Attendiamo con trepidazione e santa impazienza il momento in cui la Chiesa, ancora immersa nell’oscurità del Sabato Santo, annuncerà Cristo risorto, vera e unica Luce del mondo, potendo i fedeli quest’anno, dopo l’inedita Pasqua 2020, tornare a celebrare, e non solo ricordare, i santi e salvifici misteri operati da Dio a loro favore.
Apprestandoci a celebrare la Veglia pasquale, è impossibile non ricordare – certamente con grande dolore – il fatto del tutto atipico e sconcertante capitato lo scorso anno, ossia la mancanza di pubbliche celebrazioni addirittura nel giorno di Pasqua. Quest’anno pare che sarà possibile celebrare pubblicamente i santi Misteri, anche se con più di qualche restrizione e limitazione tuttora perdurante, cosa che se non consentirà di gustare appieno e fin nei minimi dettagli tutta la ricchezza e la forza straordinaria dei riti della Settimana Santa (soprattutto del sacro Triduo culminante nella “madre di tutte le veglie”) tuttavia ci consentirà di celebrarne i misteri e di goderne i frutti. Credo che ogni fedele debba anzitutto mettersi in ascolto del proprio cuore e chiedersi, sinceramente, quanto gli siano mancate le celebrazioni lo scorso anno, quanto abbia sentito quel vuoto e quella ferita lancinante di doversi limitare a “ricordare” quel che Gesù ha fatto per noi senza poterlo “celebrare” e, quindi, riviverlo in maniera salvifica ed attualmente efficace, dato che in questo consiste la divina Liturgia cristiana. Quanta nostalgia abbiamo avuto, quanto male ci ha fatto quel vuoto immenso, incolmabile, dell’assenza della voce dello Sposo (Gesù) e della Sposa (la Chiesa)? Chi ha sofferto, anzi molto sofferto per questi dolorosissimi eventi, certamente attende con trepidazione, con santa ansia, con celeste impazienza il momento in cui si spegneranno le luci delle chiese per simboleggiare la notte del mondo avvolto dalle tenebre – quella notte che stiamo purtroppo sempre più vivendo e conoscendo – che saranno poi squarciate dalla luce del cero pasquale, ossia dalla presenza trionfante e trionfatrice del nostro Signore Risorto, il vincitore delle tenebre del peccato, il vittorioso su ogni nemico, l’artefice di ogni bene e il distruttore di ogni male.

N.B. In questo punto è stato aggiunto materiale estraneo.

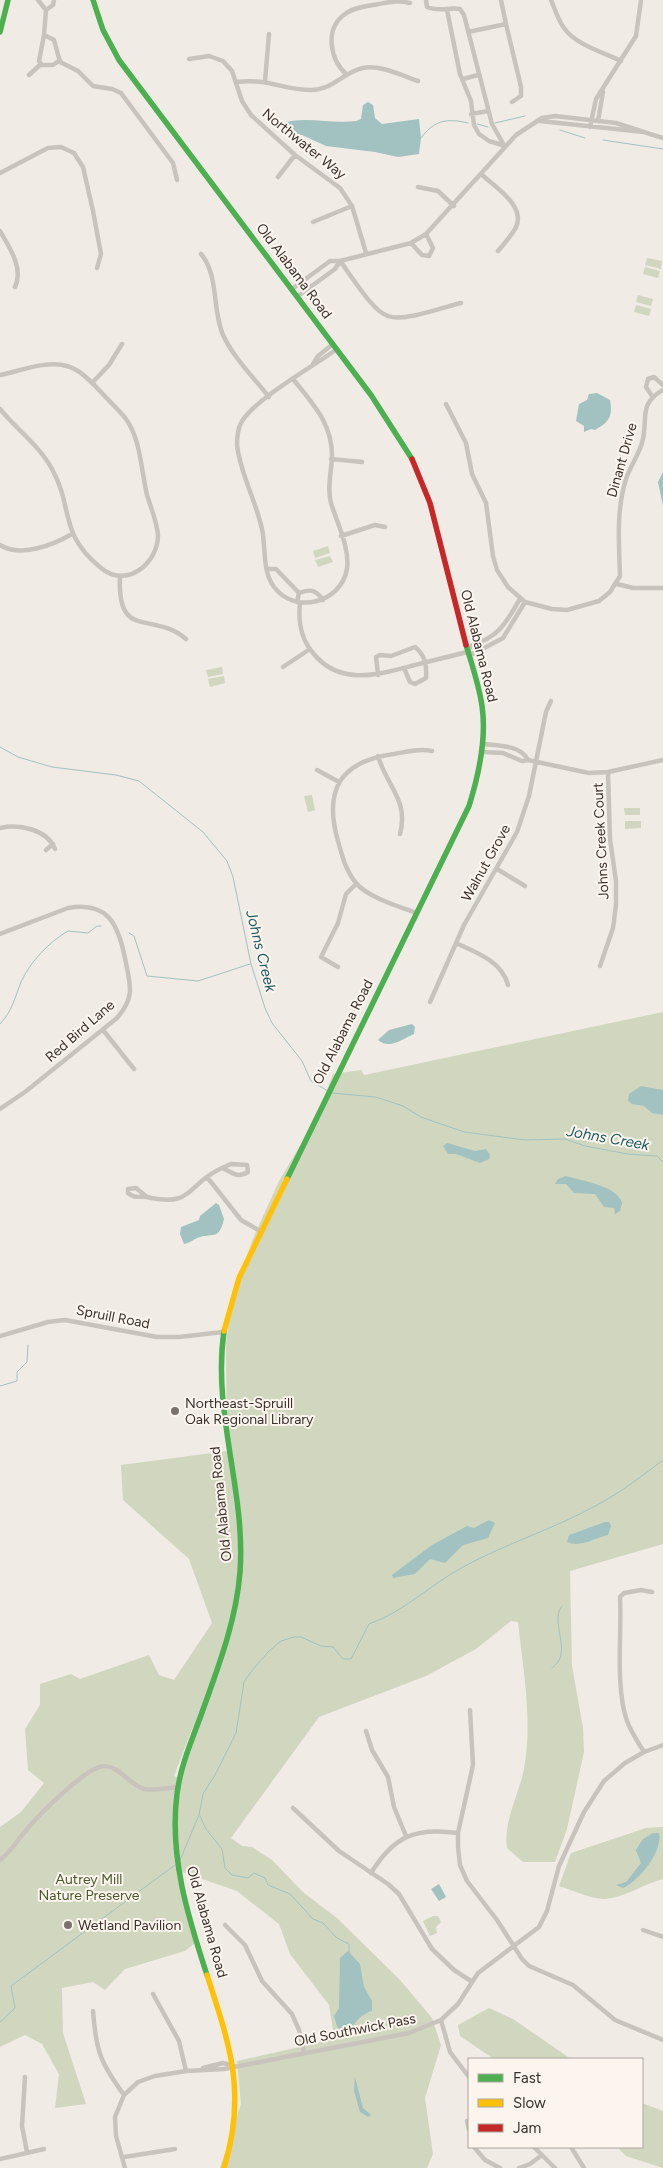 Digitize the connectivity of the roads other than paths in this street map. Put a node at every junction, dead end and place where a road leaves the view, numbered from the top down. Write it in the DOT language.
graph roads {
  1 [pos="8,0"];
  2 [pos="39,0"];
  3 [pos="54,0"];
  4 [pos="94,0"];
  5 [pos="426,0"];
  6 [pos="501,0"];
  7 [pos="551,0"];
  8 [pos="641,0"];
  9 [pos="410,3"];
  10 [pos="46,10"];
  11 [pos="447,10"];
  12 [pos="330,20"];
  13 [pos="337,24"];
  14 [pos="506,24"];
  15 [pos="0,32"];
  16 [pos="468,32"];
  17 [pos="269,34"];
  18 [pos="44,35"];
  19 [pos="189,59"];
  20 [pos="60,60"];
  21 [pos="621,61"];
  22 [pos="41,64"];
  23 [pos="29,75"];
  24 [pos="347,75"];
  25 [pos="478,75"];
  26 [pos="463,79"];
  27 [pos="265,81"];
  28 [pos="236,82"];
  29 [pos="418,82"];
  30 [pos="603,90"];
  31 [pos="512,102"];
  32 [pos="488,111"];
  33 [pos="472,114"];
  34 [pos="591,120"];
  35 [pos="539,121"];
  36 [pos="598,121"];
  37 [pos="590,127"];
  38 [pos="598,128"];
  39 [pos="648,133"];
  40 [pos="663,138"];
  41 [pos="504,146"];
  42 [pos="295,155"];
  43 [pos="0,173"];
  44 [pos="481,174"];
  45 [pos="278,177"];
  46 [pos="177,180"];
  47 [pos="418,187"];
  48 [pos="352,206"];
  49 [pos="454,206"];
  50 [pos="313,222"];
  51 [pos="0,231"];
  52 [pos="426,234"];
  53 [pos="411,243"];
  54 [pos="498,251"];
  55 [pos="366,253"];
  56 [pos="201,254"];
  57 [pos="340,261"];
  58 [pos="97,268"];
  59 [pos="15,287"];
  60 [pos="292,289"];
  61 [pos="298,296"];
  62 [pos="462,304"];
  63 [pos="122,344"];
  64 [pos="335,347"];
  65 [pos="0,376"];
  66 [pos="293,379"];
  67 [pos="92,383"];
  68 [pos="663,385"];
  69 [pos="663,390"];
  70 [pos="652,396"];
  71 [pos="269,397"];
  72 [pos="446,404"];
  73 [pos="0,408"];
  74 [pos="332,459"];
  75 [pos="362,462"];
  76 [pos="385,527"];
  77 [pos="72,534"];
  78 [pos="341,536"];
  79 [pos="0,545"];
  80 [pos="267,569"];
  81 [pos="120,576"];
  82 [pos="617,584"];
  83 [pos="663,588"];
  84 [pos="299,593"];
  85 [pos="520,599"];
  86 [pos="323,600"];
  87 [pos="526,602"];
  88 [pos="298,603"];
  89 [pos="186,639"];
  90 [pos="483,642"];
  91 [pos="486,648"];
  92 [pos="310,649"];
  93 [pos="467,652"];
  94 [pos="426,662"];
  95 [pos="282,667"];
  96 [pos="404,668"];
  97 [pos="378,674"];
  98 [pos="551,701"];
  99 [pos="484,744"];
  100 [pos="432,751"];
  101 [pos="483,752"];
  102 [pos="378,756"];
  103 [pos="528,760"];
  104 [pos="663,760"];
  105 [pos="536,762"];
  106 [pos="317,770"];
  107 [pos="608,772"];
  108 [pos="340,782"];
  109 [pos="0,828"];
  110 [pos="400,834"];
  111 [pos="53,844"];
  112 [pos="55,849"];
  113 [pos="46,850"];
  114 [pos="497,869"];
  115 [pos="356,884"];
  116 [pos="525,886"];
  117 [pos="417,913"];
  118 [pos="0,934"];
  119 [pos="456,943"];
  120 [pos="600,966"];
  121 [pos="338,968"];
  122 [pos="508,984"];
  123 [pos="430,1002"];
  124 [pos="103,1030"];
  125 [pos="134,1069"];
  126 [pos="0,1109"];
  127 [pos="222,1168"];
  128 [pos="207,1177"];
  129 [pos="147,1197"];
  130 [pos="260,1230"];
  131 [pos="224,1332"];
  132 [pos="0,1336"];
  133 [pos="652,1592"];
  134 [pos="470,1710"];
  135 [pos="366,1731"];
  136 [pos="663,1745"];
  137 [pos="644,1752"];
  138 [pos="178,1787"];
  139 [pos="293,1808"];
  140 [pos="458,1833"];
  141 [pos="406,1836"];
  142 [pos="0,1860"];
  143 [pos="371,1873"];
  144 [pos="225,1925"];
  145 [pos="643,1930"];
  146 [pos="663,1937"];
  147 [pos="514,1947"];
  148 [pos="471,1981"];
  149 [pos="153,1994"];
  150 [pos="93,2011"];
  151 [pos="441,2020"];
  152 [pos="662,2038"];
  153 [pos="304,2052"];
  154 [pos="234,2066"];
  155 [pos="186,2071"];
  156 [pos="468,2076"];
  157 [pos="25,2077"];
  158 [pos="124,2094"];
  159 [pos="467,2121"];
  160 [pos="468,2126"];
  161 [pos="475,2148"];
  162 [pos="535,2148"];
  163 [pos="572,2148"];
  164 [pos="44,2149"];
  165 [pos="175,2149"];
  166 [pos="28,2152"];
  167 [pos="542,2155"];
  168 [pos="124,2156"];
  169 [pos="0,2159"];
  170 [pos="125,2168"];
  171 [pos="224,2168"];
  172 [pos="500,2168"];
  173 [pos="519,2168"];
  174 [pos="554,2168"];
  175 [pos="584,2168"];
  1 -- 15 [label="main road"];
  2 -- 10 [label="street"];
  3 -- 10 [label="street"];
  4 -- 60 [label="main road, Old Alabama Road"];
  5 -- 11 [label="street"];
  6 -- 14 [label="street"];
  7 -- 21 [label="street"];
  8 -- 21 [label="street"];
  9 -- 13 [label="street"];
  10 -- 18 [label="street"];
  11 -- 16 [label="street"];
  11 -- 26 [label="street"];
  12 -- 13 [label="street"];
  13 -- 24 [label="street"];
  14 -- 16 [label="street"];
  14 -- 31 [label="street"];
  16 -- 25 [label="street"];
  17 -- 27 [label="street"];
  18 -- 20 [label="street"];
  18 -- 22 [label="street"];
  19 -- 28 [label="street, Northwater Way"];
  20 -- 22 [label="street"];
  20 -- 46 [label="street"];
  21 -- 30 [label="street"];
  22 -- 23 [label="street"];
  24 -- 27 [label="street"];
  24 -- 29 [label="street"];
  25 -- 26 [label="street"];
  25 -- 32 [label="street"];
  26 -- 33 [label="street"];
  27 -- 28 [label="street"];
  28 -- 42 [label="street, Northwater Way"];
  30 -- 34 [label="street"];
  30 -- 36 [label="street"];
  32 -- 33 [label="street"];
  32 -- 41 [label="street"];
  33 -- 41 [label="street"];
  34 -- 35 [label="street"];
  34 -- 36 [label="street"];
  34 -- 37 [label="street"];
  35 -- 37 [label="street"];
  35 -- 41 [label="street"];
  36 -- 38 [label="street"];
  36 -- 39 [label="street"];
  37 -- 38 [label="street"];
  38 -- 39 [label="street"];
  39 -- 40 [label="street"];
  41 -- 44 [label="street"];
  42 -- 45 [label="street"];
  42 -- 48 [label="street, Northwater Way"];
  43 -- 58 [label="street"];
  44 -- 49 [label="street"];
  44 -- 54 [label="street"];
  47 -- 49 [label="street"];
  48 -- 50 [label="street"];
  48 -- 55 [label="street, Northwater Way"];
  49 -- 52 [label="street"];
  51 -- 59 [label="street"];
  52 -- 53 [label="street"];
  52 -- 53 [label="street"];
  53 -- 55 [label="street"];
  55 -- 57 [label="street"];
  56 -- 71 [label="street"];
  57 -- 60 [label="street"];
  57 -- 61 [label="street"];
  57 -- 62 [label="street"];
  60 -- 61 [label="main road, Old Alabama Road"];
  61 -- 64 [label="main road, Old Alabama Road"];
  63 -- 67 [label="street"];
  64 -- 66 [label="street"];
  64 -- 93 [label="main road, Old Alabama Road"];
  65 -- 67 [label="street"];
  66 -- 71 [label="street"];
  66 -- 74 [label="street"];
  67 -- 81 [label="street"];
  68 -- 70 [label="street, Dinant Drive"];
  69 -- 70 [label="street"];
  70 -- 82 [label="street, Dinant Drive"];
  71 -- 80 [label="street"];
  72 -- 85 [label="street"];
  73 -- 77 [label="street"];
  74 -- 75 [label="street"];
  74 -- 78 [label="street"];
  76 -- 78 [label="street"];
  77 -- 79 [label="street"];
  77 -- 81 [label="street"];
  78 -- 86 [label="street"];
  80 -- 84 [label="street"];
  80 -- 88 [label="street"];
  81 -- 89 [label="street"];
  82 -- 83 [label="street"];
  82 -- 87 [label="street"];
  84 -- 86 [label="street"];
  84 -- 88 [label="street"];
  85 -- 87 [label="street"];
  85 -- 90 [label="street"];
  86 -- 88 [label="street"];
  87 -- 91 [label="street"];
  88 -- 92 [label="street"];
  90 -- 91 [label="street"];
  90 -- 93 [label="street"];
  91 -- 93 [label="street"];
  92 -- 95 [label="street"];
  92 -- 97 [label="street"];
  93 -- 94 [label="street"];
  93 -- 99 [label="main road, Old Alabama Road"];
  94 -- 96 [label="street"];
  94 -- 96 [label="street"];
  94 -- 97 [label="street"];
  96 -- 97 [label="street"];
  98 -- 105 [label="street, Walnut Grove"];
  99 -- 101 [label="main road, Old Alabama Road"];
  99 -- 103 [label="street"];
  100 -- 102 [label="street"];
  101 -- 103 [label="street"];
  101 -- 117 [label="main road, Old Alabama Road"];
  102 -- 108 [label="street"];
  102 -- 110 [label="street"];
  103 -- 105 [label="street"];
  104 -- 107 [label="street"];
  105 -- 107 [label="street"];
  105 -- 114 [label="street, Walnut Grove"];
  106 -- 108 [label="street"];
  107 -- 120 [label="street, Johns Creek Court"];
  108 -- 115 [label="street"];
  109 -- 111 [label="street"];
  111 -- 112 [label="street"];
  111 -- 113 [label="street"];
  114 -- 116 [label="street"];
  114 -- 119 [label="street, Walnut Grove"];
  115 -- 117 [label="street"];
  115 -- 121 [label="street"];
  117 -- 130 [label="main road, Old Alabama Road"];
  118 -- 124 [label="street, Red Bird Lane"];
  119 -- 122 [label="street"];
  119 -- 123 [label="street, Walnut Grove"];
  124 -- 125 [label="street"];
  124 -- 126 [label="street, Red Bird Lane"];
  127 -- 127 [label="street"];
  127 -- 128 [label="street"];
  128 -- 129 [label="street"];
  128 -- 130 [label="street"];
  130 -- 131 [label="main road, Old Alabama Road"];
  131 -- 132 [label="street, Spruill Road"];
  131 -- 138 [label="main road, Old Alabama Road"];
  133 -- 137 [label="street"];
  134 -- 140 [label="street"];
  135 -- 141 [label="street"];
  136 -- 137 [label="street, Old Southwick Pass"];
  137 -- 147 [label="street, Old Southwick Pass"];
  138 -- 142 [label="street"];
  138 -- 154 [label="main road, Old Alabama Road"];
  139 -- 143 [label="street"];
  140 -- 141 [label="street"];
  140 -- 147 [label="street"];
  141 -- 143 [label="street"];
  143 -- 148 [label="street"];
  144 -- 153 [label="street"];
  145 -- 146 [label="street"];
  147 -- 148 [label="street, Old Southwick Pass"];
  147 -- 152 [label="street"];
  148 -- 151 [label="street, Old Southwick Pass"];
  149 -- 155 [label="street"];
  150 -- 158 [label="street"];
  151 -- 153 [label="street, Old Southwick Pass"];
  151 -- 156 [label="street"];
  153 -- 154 [label="street, Old Southwick Pass"];
  154 -- 155 [label="street, Old Southwick Pass"];
  154 -- 171 [label="main road, Old Alabama Road"];
  155 -- 158 [label="street, Old Southwick Pass"];
  157 -- 166 [label="street"];
  158 -- 168 [label="street"];
  159 -- 160 [label="street"];
  161 -- 172 [label="street"];
  162 -- 167 [label="street"];
  163 -- 175 [label="street"];
  164 -- 166 [label="street"];
  165 -- 168 [label="street"];
  166 -- 169 [label="street"];
  167 -- 173 [label="street"];
  167 -- 174 [label="street"];
  168 -- 170 [label="street"];
}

La bellissima, suggestiva e straordinariamente significativa celebrazione della Veglia pasquale trasmette e comunica una forza, una luce, una vera e propria “vita” come niente e nessun’altra cosa al mondo. È la celebrazione della bontà, dell’onnipotenza e del “sì” di Dio alla vita, al bene, al bello, che parte dal capolavoro della creazione e giunge all’ancor più grande prodigio della nuova creazione, inaugurata dalla Risurrezione di Cristo. L’uomo, disgraziatamente e sciaguratamente, fin dal suo apparire nel creato ha cercato di guastare, deturpare, rovinare il mare sconfinato di benessere, di bellezza, di felicità creato da Dio perché egli – prima e più di tutti – potesse goderne. E la sconcertante storia della salvezza – narrata attraverso l’abbondantissima Liturgia della Parola – non è stato altro che la risposta di bene, di ricostruzione, di salvezza, di misericordia data sempre e fedelmente da Dio all’assurda follia distruttrice e devastatrice dell’uomo. Dopo la meraviglia della creazione, il nuovo inizio – dopo il diluvio – con Abramo, la liberazione dalla schiavitù con Mosè, le meravigliose promesse dei profeti – che parlano di nozze tra Dio e l’uomo, di grandi banchetti e cibi succulenti, di ritrovata sapienza e conoscenza di Dio, dello spirito di Dio che torna ad abitare nei cuori dei suoi figli –, l’annuncio della morte dell’uomo vecchio dato dall’epistola e l’annuncio della Risurrezione di Gesù alle donne da parte dell’angelo dopo aver rotolato la pietra, sono tutte tappe di un’unica e immensa storia di amore, che sarebbe incredibile ed inimmaginabile se non fosse stata preannunciata, narrata e puntualmente attuata ed eseguita dalla potenza stessa dell’Altissimo.
Cos’è che ha mosso il Signore a tutto questo? Cos’altro se non un commovente, immenso e al tempo stesso incomprensibile suo amore per l’uomo tanto ingrato? Il salmo 8 assai acutamente esclama: «Che cosa è mai l’uomo perché di lui ti ricordi, il figlio dell’uomo, perché te ne curi?» (Sal 8,5). Non può non sorgere questa domanda dinanzi all’opera del Signore. Tutto quello che abbiamo vissuto nel Tempo di Quaresima, ancora di più nella Settimana Santa e che in questa santa celebrazione raggiunge il colmo e il vertice, in fondo serve a farci prendere coscienza di quanto siamo importanti e preziosi agli occhi di Dio e dovrebbe provocare in tutti la resa incondizionata – e colma di gratitudine – a tanto amore, che chiede solo di essere riconosciuto, apprezzato, accolto e ricambiato. Non perché ciò possa accrescere quel che Dio già è ed ha, ma perché noi possiamo avere quella felicità per la quale e nella quale fummo da Lui creati e che, per consentirci di averla di nuovo, lo ha mosso a pensare ed attuare il suo mirabile disegno salvifico. A Lui solo un infinito grazie per tutto e per sempre e tutta la nostra lode, adorazione e amore oggi, sempre e nei secoli eterni. Amen.